The Government of Venezuela is close to approving a license for the British hydrocarbon company Shell and the National Gas Company (NGC) of Trinidad and Tobago to develop an offshore natural gas field and export that production to Caribbean islands.
According to Reuters, this approval could launch the Trinidadian gas processing project and petrochemical exports, as well as benefit Venezuela by generating additional income.
It is worth noting that Venezuela and Trinidad intend to accelerate the development of energy after the relaxation of sanctions in the United States, and both countries will increase their mutual demand for the production and export of gas.
People close to the matter indicate that Venezuela and Trinidad are still discussing some aspects of the license, but if these points are agreed upon, the agreement between the two countries could be signed in the coming days.
The Dragon Field contains up to 4.2 trillion cubic feet of gas and is located in Venezuelan waters, near the maritime border between the two countries.

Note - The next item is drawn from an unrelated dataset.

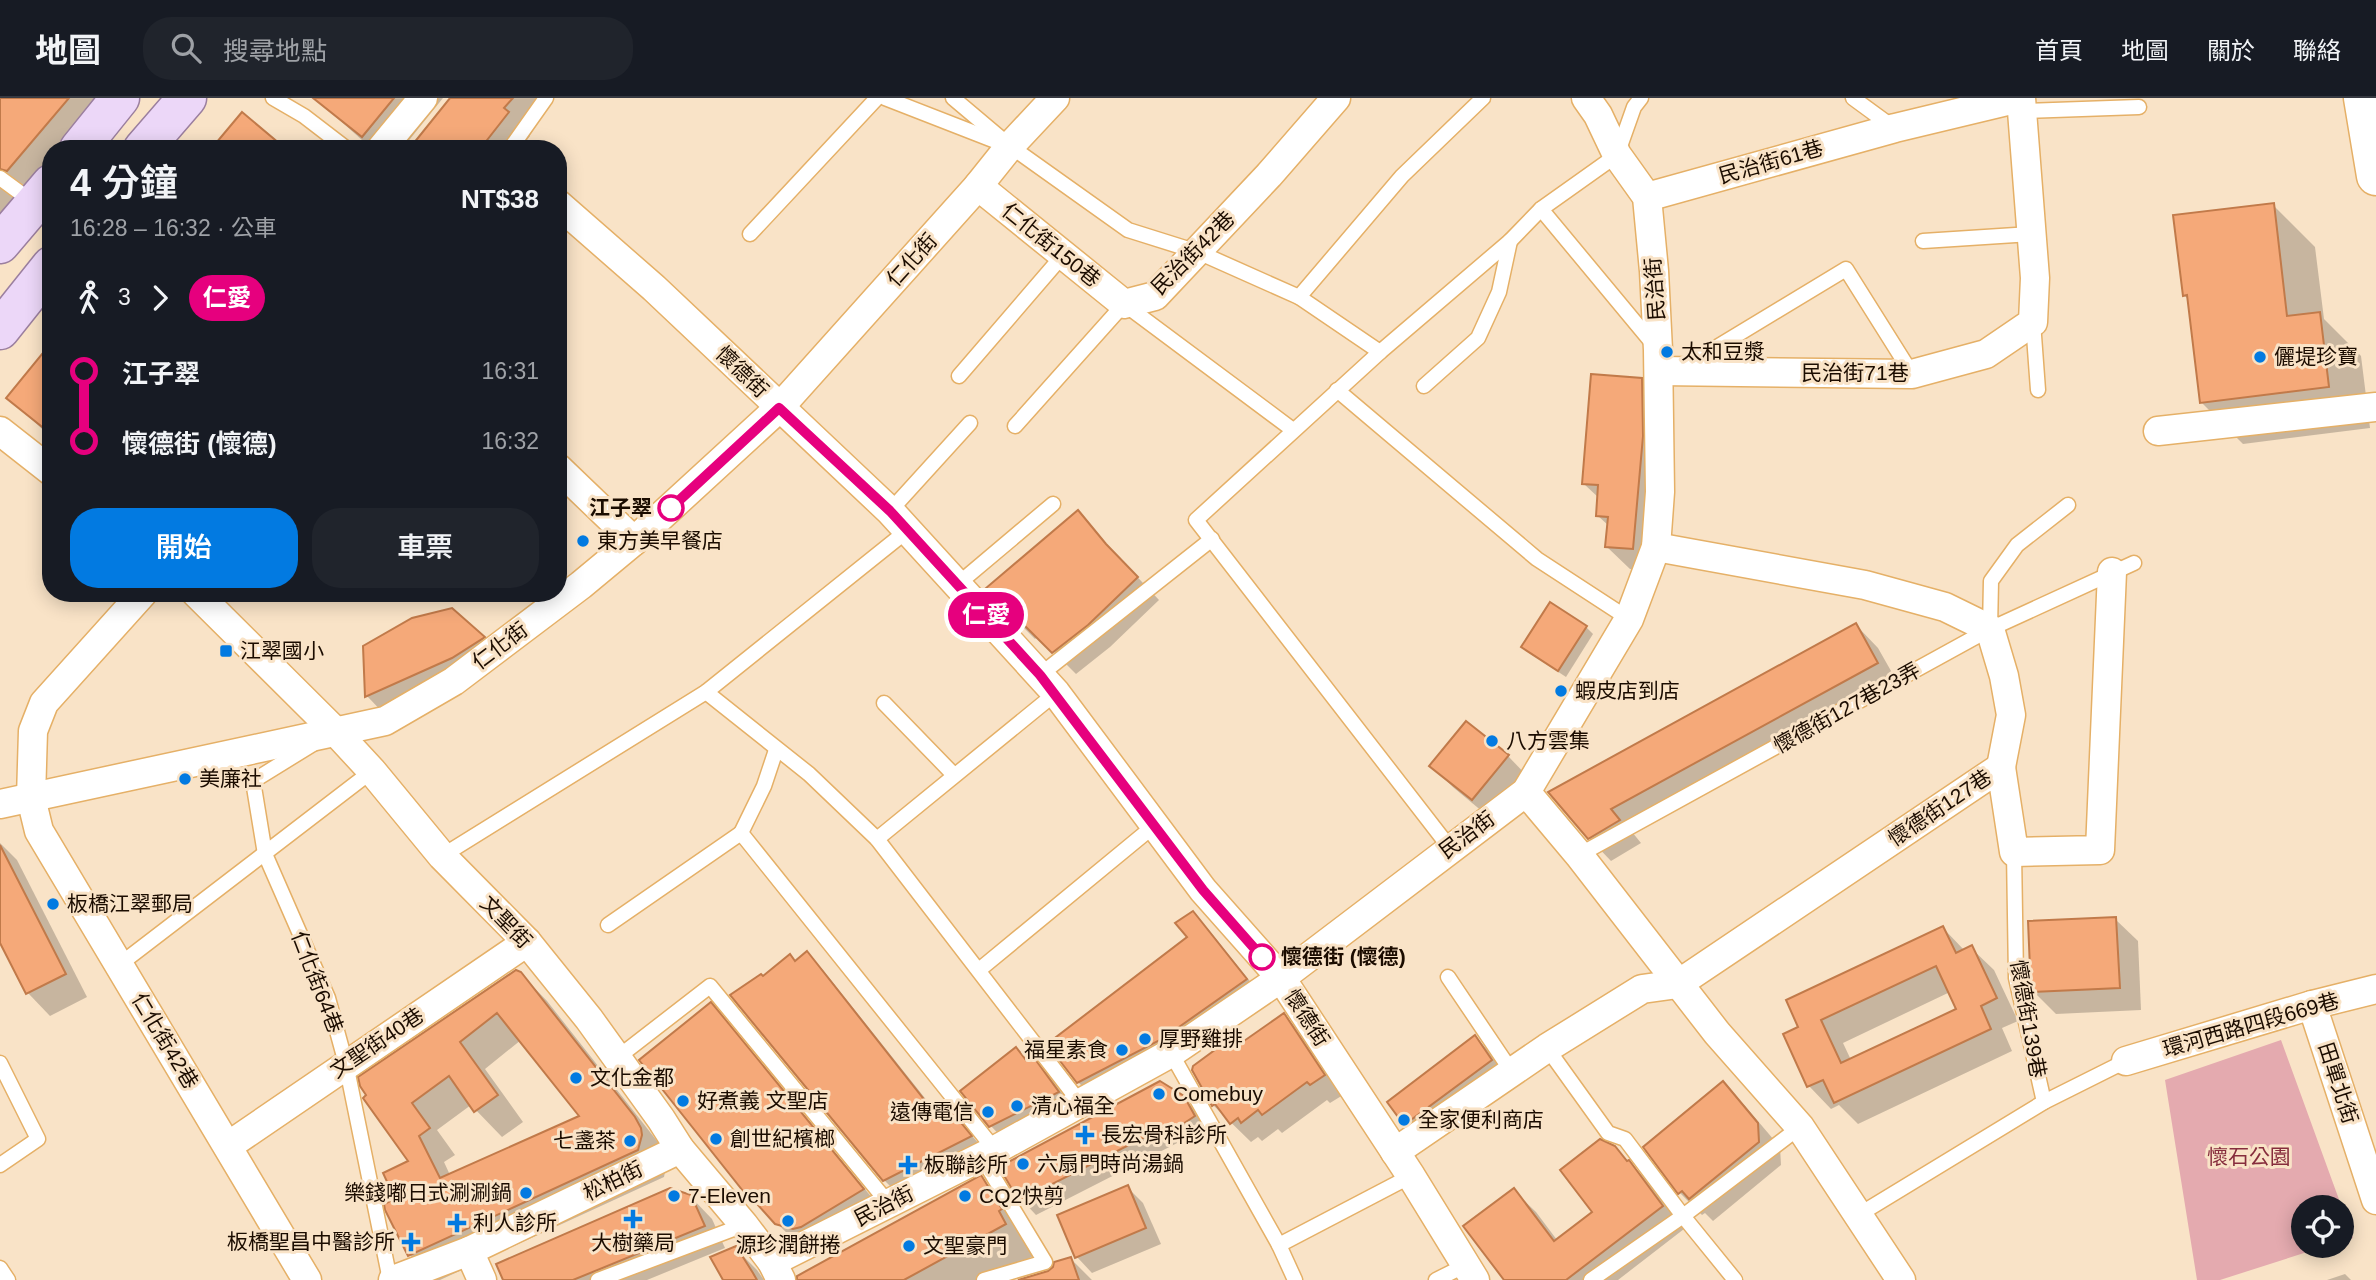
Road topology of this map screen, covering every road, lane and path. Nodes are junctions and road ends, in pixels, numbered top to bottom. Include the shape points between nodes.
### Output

It is important to specify that the exploration and production licenses discussed in the two countries will be valid for 25 years, Banca y Negocios reports.
Shell and Ngc
Shell and NGC will operate the Dragon field, with the British company having a 70% stake while the Trinidadian company has only 30%, as stipulated in the terms.
Although the state-owned Petróleos de Venezuela SA (Pdvsa) discovered the reserves and paid for the infrastructure, it will not participate in this project but will receive a cash payment or a share of the gas production as royalties.
Pay in advance
Sources involved in the issue say that PDVSA is “pushing” for an advance payment of US$65 million as a “signing bonus”, but Shell and NGC want to wait for the first gas supply. that can be done.
Venezuela and Trinidad are considering two separate lines to transport gas: one built by PDVSA to the town of Güiria, on the east coast of Venezuela, and the second, which will connect Shell’s Hibiscus field on the island of Trinidad.